When nitroglycerin (C3H5N3O9) explodes, it decomposes into the following gases: CO2, N2, NO, and H2O. If 239g of nitroglycerin explodes, what volume will the mixture of gaseous produces occupy at 1.00 atm pressure and 2678oC?

a. Write a balanced equation for the reaction.

b. Use stoichiometry to find the moles of ALL the gas products combined.

c. Use the ideal gas law to solve the volume of the products of the explosion.

How much of this can you do?

A seems easy enough. What do you have for that?
B. What's the mol count?
C. What's the ideal gas law and what do you plug into it?
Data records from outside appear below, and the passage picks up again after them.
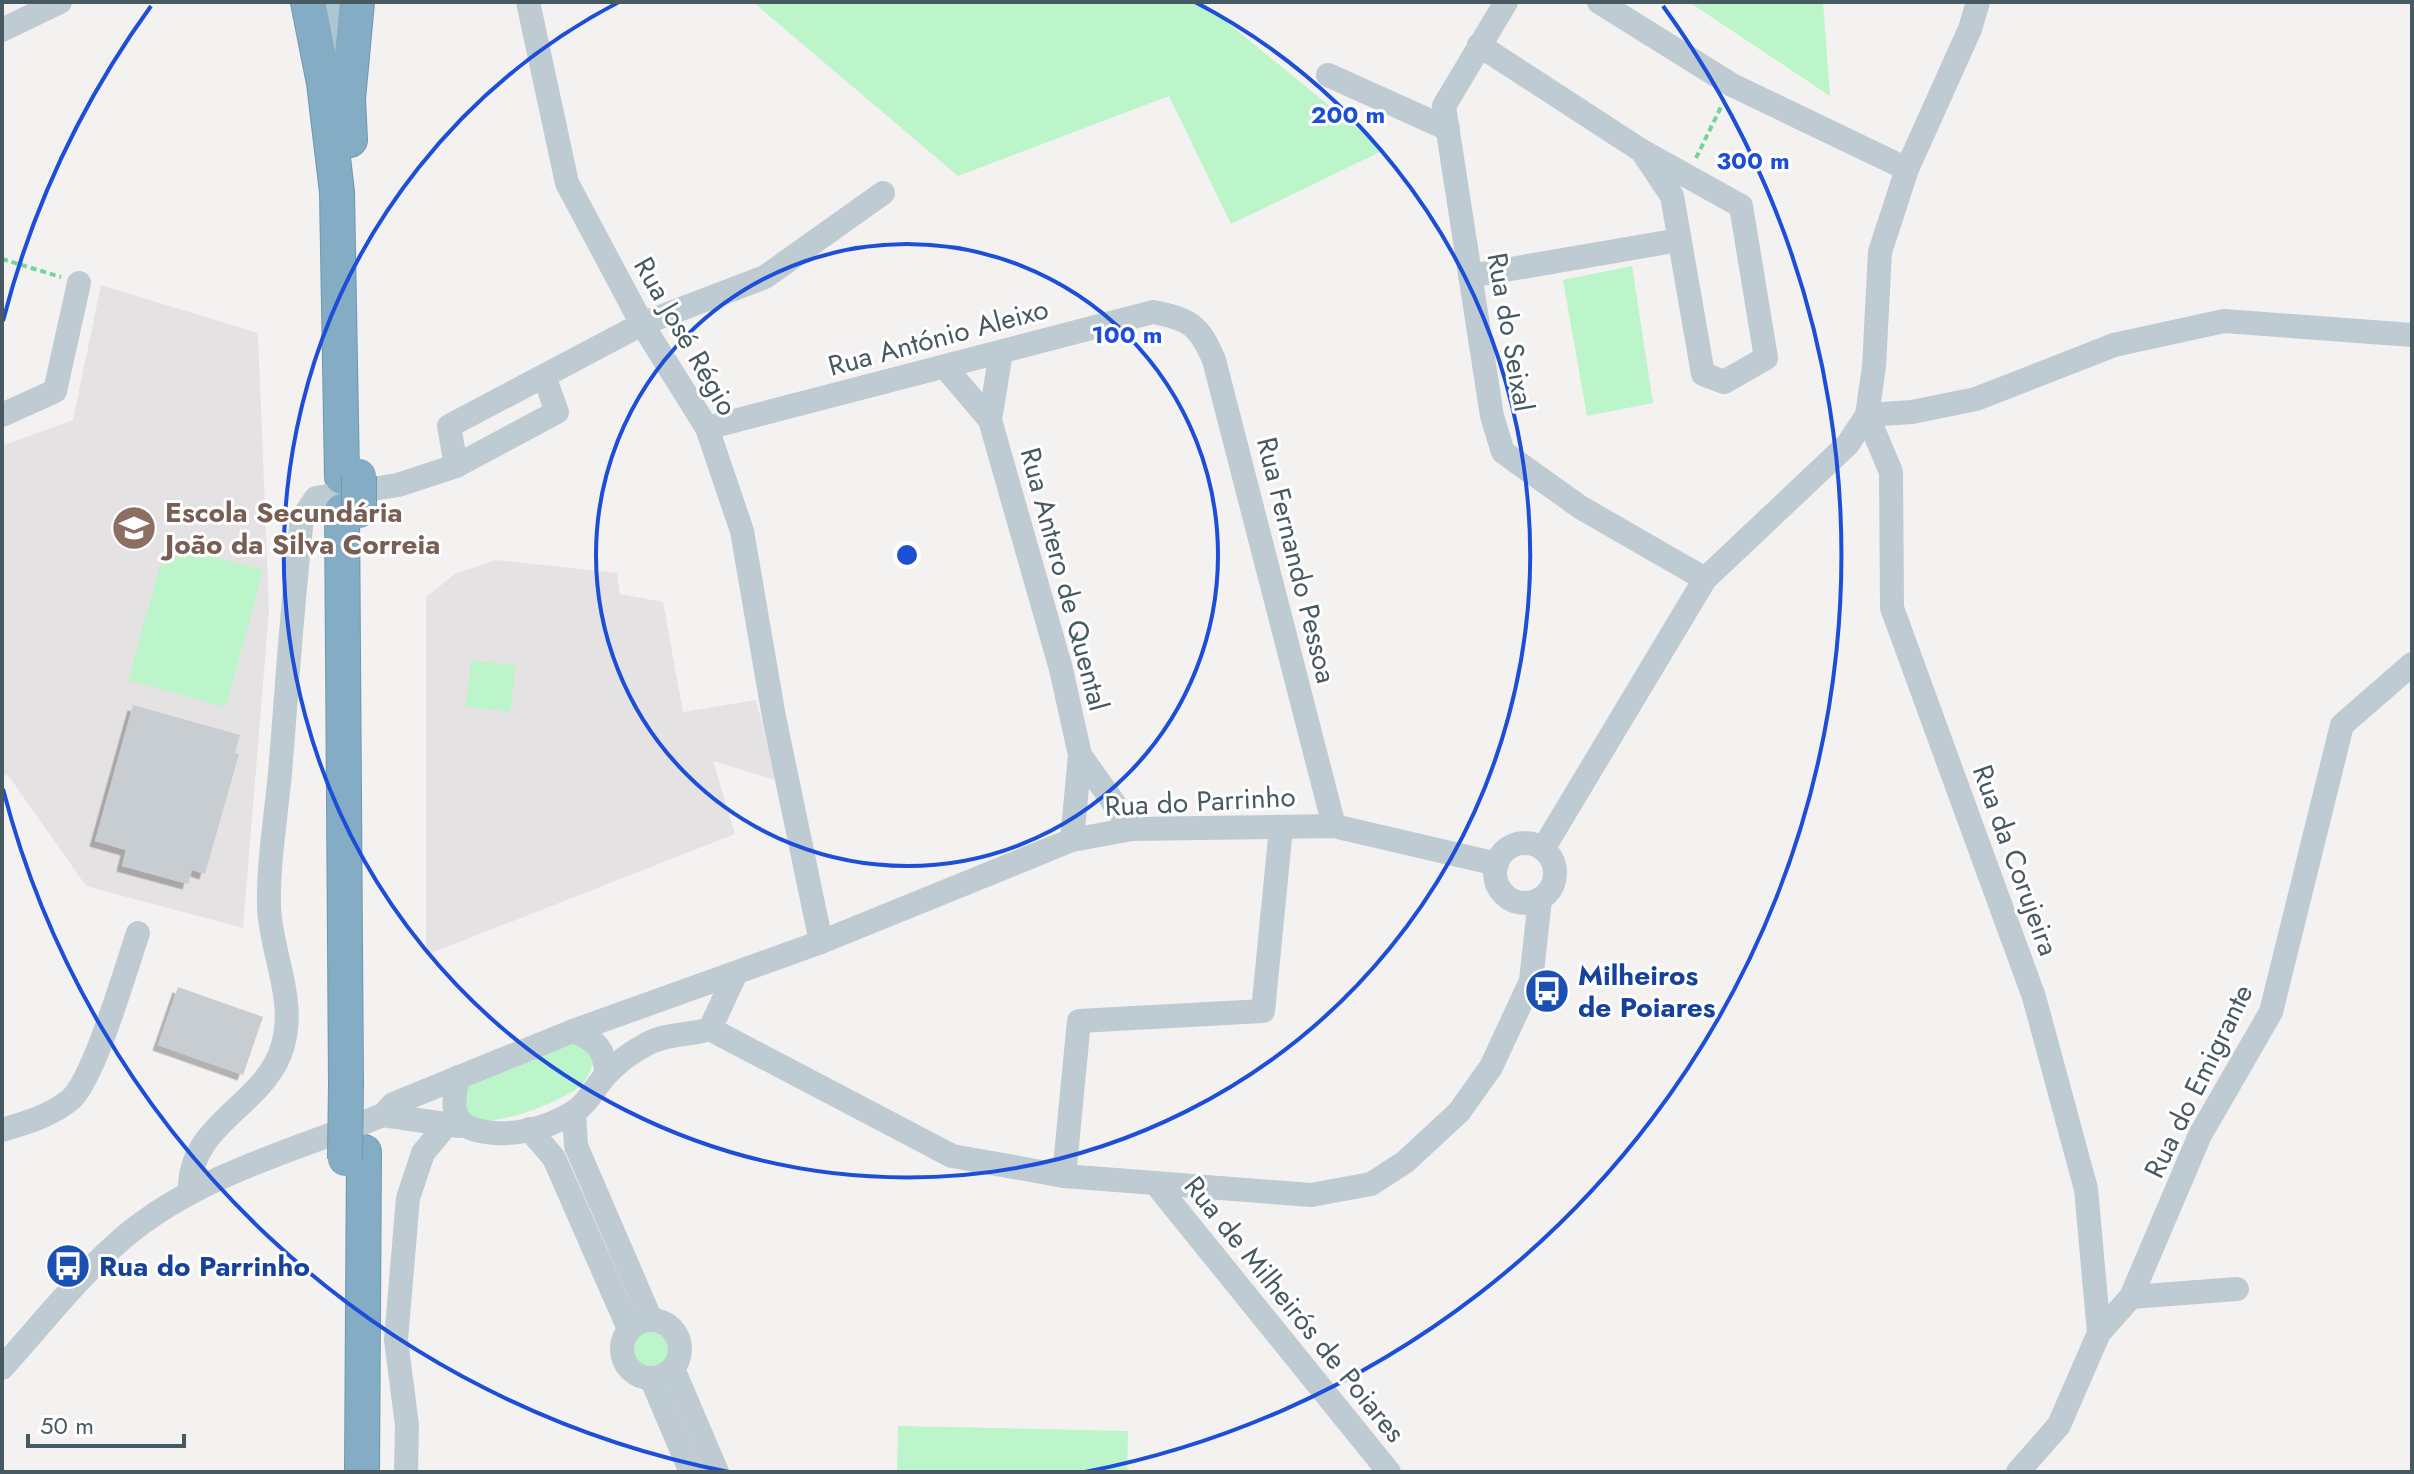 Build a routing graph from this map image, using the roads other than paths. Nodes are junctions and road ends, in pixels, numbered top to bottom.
1 (60, 2) edge
2 (308, 2) edge
3 (329, 2) edge
4 (357, 2) edge
5 (528, 2) edge
6 (1506, 2) edge
7 (1599, 2) edge
8 (1978, 2) edge
9 (2, 30) edge
10 (1479, 45) junction
11 (1328, 75) dead end
12 (348, 99) junction
13 (1448, 129) junction
14 (1642, 151) junction
15 (1907, 169) junction
16 (883, 193) dead end
17 (1679, 240) junction
18 (1470, 276) junction
19 (79, 283) road end
20 (1184, 318) joint
21 (642, 324) junction
22 (2412, 335) edge
23 (1001, 352) junction
24 (945, 367) junction
25 (544, 376) junction
26 (2, 415) edge
27 (1867, 415) junction
28 (990, 420) junction
29 (707, 428) junction
30 (456, 466) junction
31 (350, 476) junction
32 (1705, 579) junction
33 (2412, 664) edge
34 (1080, 755) junction
35 (1334, 826) junction
36 (1281, 828) junction
37 (1132, 829) junction
38 (1072, 840) junction
39 (1543, 849) junction
40 (1497, 864) junction
41 (1540, 899) junction
42 (138, 933) dead end
43 (821, 942) junction
44 (735, 975) junction
45 (710, 1029) junction
46 (573, 1031) junction
47 (606, 1074) junction
48 (458, 1077) junction
49 (574, 1112) junction
50 (383, 1115) junction
51 (458, 1126) junction
52 (529, 1129) junction
53 (2, 1130) edge
54 (354, 1155) junction
55 (1064, 1176) junction
56 (1155, 1183) junction
57 (190, 1193) junction
58 (2237, 1289) dead end
59 (2131, 1297) junction
60 (640, 1324) junction
61 (2099, 1333) junction
62 (2, 1368) edge
63 (662, 1374) junction
64 (346, 1472) edge
65 (362, 1472) edge
66 (406, 1472) edge
67 (691, 1472) edge
68 (717, 1472) edge
69 (1389, 1472) edge
70 (2018, 1472) edge

1 - 9 street
2 - 31 highway
3 - 12 main road
4 - 12 highway
5 - 21 street, Rua José Régio
6 - 10 street, Rua do Seixal
7 - 15 street
8 - 15 street
10 - 13 street, Rua do Seixal
10 - 14 street
11 - 13 street
12 - 31 highway
13 - 18 street, Rua do Seixal
14 - 17 street
14 - 17 street
15 - 27 street
16 - 21 street
17 - 18 street
18 - 32 street, Rua do Seixal
19 - 26 street
20 - 23 street, Rua António Aleixo
20 - 35 street, Rua Fernando Pessoa
21 - 25 street
21 - 29 street, Rua José Régio
22 - 27 street
23 - 24 street, Rua António Aleixo
23 - 28 street, Rua Antero de Quental
24 - 28 street, Rua Antero de Quental
24 - 29 street, Rua António Aleixo
25 - 30 street
25 - 30 street
27 - 32 street
27 - 61 street, Rua da Corujeira
28 - 34 street, Rua Antero de Quental
29 - 43 street, Rua José Régio
30 - 57 street
31 - 54 highway
32 - 39 street
33 - 59 street, Rua do Emigrante
34 - 37 street, Rua Antero de Quental
34 - 38 street, Rua Antero de Quental
35 - 36 street, Rua do Parrinho
35 - 40 street, Rua do Parrinho
36 - 37 street, Rua do Parrinho
36 - 55 street
37 - 38 street, Rua do Parrinho
38 - 43 street, Rua do Parrinho
39 - 40 street
39 - 41 street
40 - 41 street
41 - 56 street, Rua de Milheirós de Poiares
42 - 53 street
43 - 44 street, Rua do Parrinho
44 - 45 street
44 - 46 street, Rua do Parrinho
45 - 47 street, Rua do Parrinho
45 - 55 street, Rua de Milheirós de Poiares
46 - 47 street
46 - 48 street, Rua do Parrinho
47 - 49 street, Rua do Parrinho
48 - 50 street, Rua do Parrinho
48 - 51 street
49 - 52 street, Rua do Parrinho
49 - 60 street
50 - 51 street, Rua do Parrinho
50 - 57 street, Rua do Parrinho
51 - 52 street, Rua do Parrinho
51 - 66 street
52 - 60 street
54 - 64 highway
54 - 65 highway
55 - 56 street, Rua de Milheirós de Poiares
56 - 69 street, Rua de Milheirós de Poiares
57 - 62 street, Rua do Parrinho
58 - 59 street
59 - 61 street, Rua do Emigrante
60 - 63 street
60 - 63 street
61 - 70 street, Rua do Emigrante
63 - 67 street
63 - 68 street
A. 4C3H5N3O9>12CO2+5N2+2NO+10H2O

Not sure about the other yet. I am trying to figure it out , so I can explain it to my daughter. Is A correct?

a. To write a balanced equation for the reaction, we need to consider the decomposition of nitroglycerin (C3H5N3O9) into the indicated gases. The balanced equation is:

4 C3H5N3O9(s) ---> 6 CO2(g) + 10 H2O(g) + 2 N2(g) + O2(g)

b. To find the moles of all the gas products combined, we need to use stoichiometry. First, we calculate the molar mass of nitroglycerin:

Molar mass of nitroglycerin (C3H5N3O9):
= (3 * 12.01 g/mol) + (5 * 1.01 g/mol) + (3 * 14.01 g/mol) + (9 * 16.00 g/mol)
= 227.08 g/mol

Next, we calculate the moles of nitroglycerin using its given mass:

Moles of nitroglycerin = mass / molar mass
Moles of nitroglycerin = 239 g / 227.08 g/mol
Moles of nitroglycerin ≈ 1.053 mol

From the balanced equation, we can see that for every 4 moles of nitroglycerin that decompose, we produce 6 moles of CO2, 10 moles of H2O, 2 moles of N2, and O2. Hence, the total moles of gas produced will be:

Total moles of gas produced = (6 moles CO2) + (10 moles H2O) + (2 moles N2) + (1 mole O2)
Total moles of gas produced = 6 moles + 10 moles + 2 moles + 1 mole
Total moles of gas produced = 19 moles

c. To solve for the volume of the products of the explosion, we use the ideal gas law equation:

PV = nRT

Where:
P = Pressure (1.00 atm)
V = Volume (which is what we need to find)
n = number of moles of gas (19 moles)
R = Ideal gas constant (0.0821 L∙atm/mol∙K)
T = Temperature (2678°C, which needs to be converted to Kelvin)

The temperature needs to be converted to Kelvin by adding 273.15:

T = 2678°C + 273.15 = 2951.15 K

Now, we can calculate the volume using the ideal gas law equation:

V = nRT / P
V = (19 moles * 0.0821 L∙atm/mol∙K * 2951.15 K) / 1.00 atm
V ≈ 473.08 L

Therefore, the volume of the gaseous products of the explosion will occupy approximately 473.08 liters at 1.00 atm pressure and 2678°C.